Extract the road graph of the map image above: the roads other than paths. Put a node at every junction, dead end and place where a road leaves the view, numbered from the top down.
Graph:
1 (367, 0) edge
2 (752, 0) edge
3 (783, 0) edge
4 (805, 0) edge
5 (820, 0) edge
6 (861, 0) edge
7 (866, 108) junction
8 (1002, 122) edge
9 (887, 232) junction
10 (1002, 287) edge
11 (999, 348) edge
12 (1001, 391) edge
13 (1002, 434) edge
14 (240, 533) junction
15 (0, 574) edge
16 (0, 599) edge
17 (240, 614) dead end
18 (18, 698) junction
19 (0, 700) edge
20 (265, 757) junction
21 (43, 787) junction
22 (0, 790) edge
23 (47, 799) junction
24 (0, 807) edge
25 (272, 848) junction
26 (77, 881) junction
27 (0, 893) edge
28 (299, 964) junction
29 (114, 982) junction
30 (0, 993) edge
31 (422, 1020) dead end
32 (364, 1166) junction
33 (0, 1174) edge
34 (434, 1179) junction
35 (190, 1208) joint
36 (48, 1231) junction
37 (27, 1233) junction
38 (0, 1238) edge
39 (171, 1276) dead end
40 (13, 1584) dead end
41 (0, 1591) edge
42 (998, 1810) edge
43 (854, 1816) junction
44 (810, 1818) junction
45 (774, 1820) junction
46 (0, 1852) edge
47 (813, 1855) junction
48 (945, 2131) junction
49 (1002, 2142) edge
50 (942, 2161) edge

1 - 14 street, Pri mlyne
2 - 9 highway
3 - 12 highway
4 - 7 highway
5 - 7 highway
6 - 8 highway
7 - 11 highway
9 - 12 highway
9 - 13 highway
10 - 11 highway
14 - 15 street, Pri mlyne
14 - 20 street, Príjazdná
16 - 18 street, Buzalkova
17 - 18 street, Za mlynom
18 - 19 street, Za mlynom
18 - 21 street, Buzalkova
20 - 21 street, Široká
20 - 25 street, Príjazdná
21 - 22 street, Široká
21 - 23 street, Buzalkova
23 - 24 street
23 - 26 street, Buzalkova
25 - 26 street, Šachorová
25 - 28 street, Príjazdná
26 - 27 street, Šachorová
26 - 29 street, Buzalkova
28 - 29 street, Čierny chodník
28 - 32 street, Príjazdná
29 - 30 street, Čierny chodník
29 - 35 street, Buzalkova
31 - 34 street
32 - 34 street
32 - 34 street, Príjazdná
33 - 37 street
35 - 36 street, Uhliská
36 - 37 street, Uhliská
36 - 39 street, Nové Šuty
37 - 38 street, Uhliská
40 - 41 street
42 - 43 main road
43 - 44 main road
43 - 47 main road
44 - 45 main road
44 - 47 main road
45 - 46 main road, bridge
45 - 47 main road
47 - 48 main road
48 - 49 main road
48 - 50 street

== == ==

PROMPT: From the entries above, collect every line with the string "Čierny" in it.

TASK OUTPUT:
28 - 29 street, Čierny chodník
29 - 30 street, Čierny chodník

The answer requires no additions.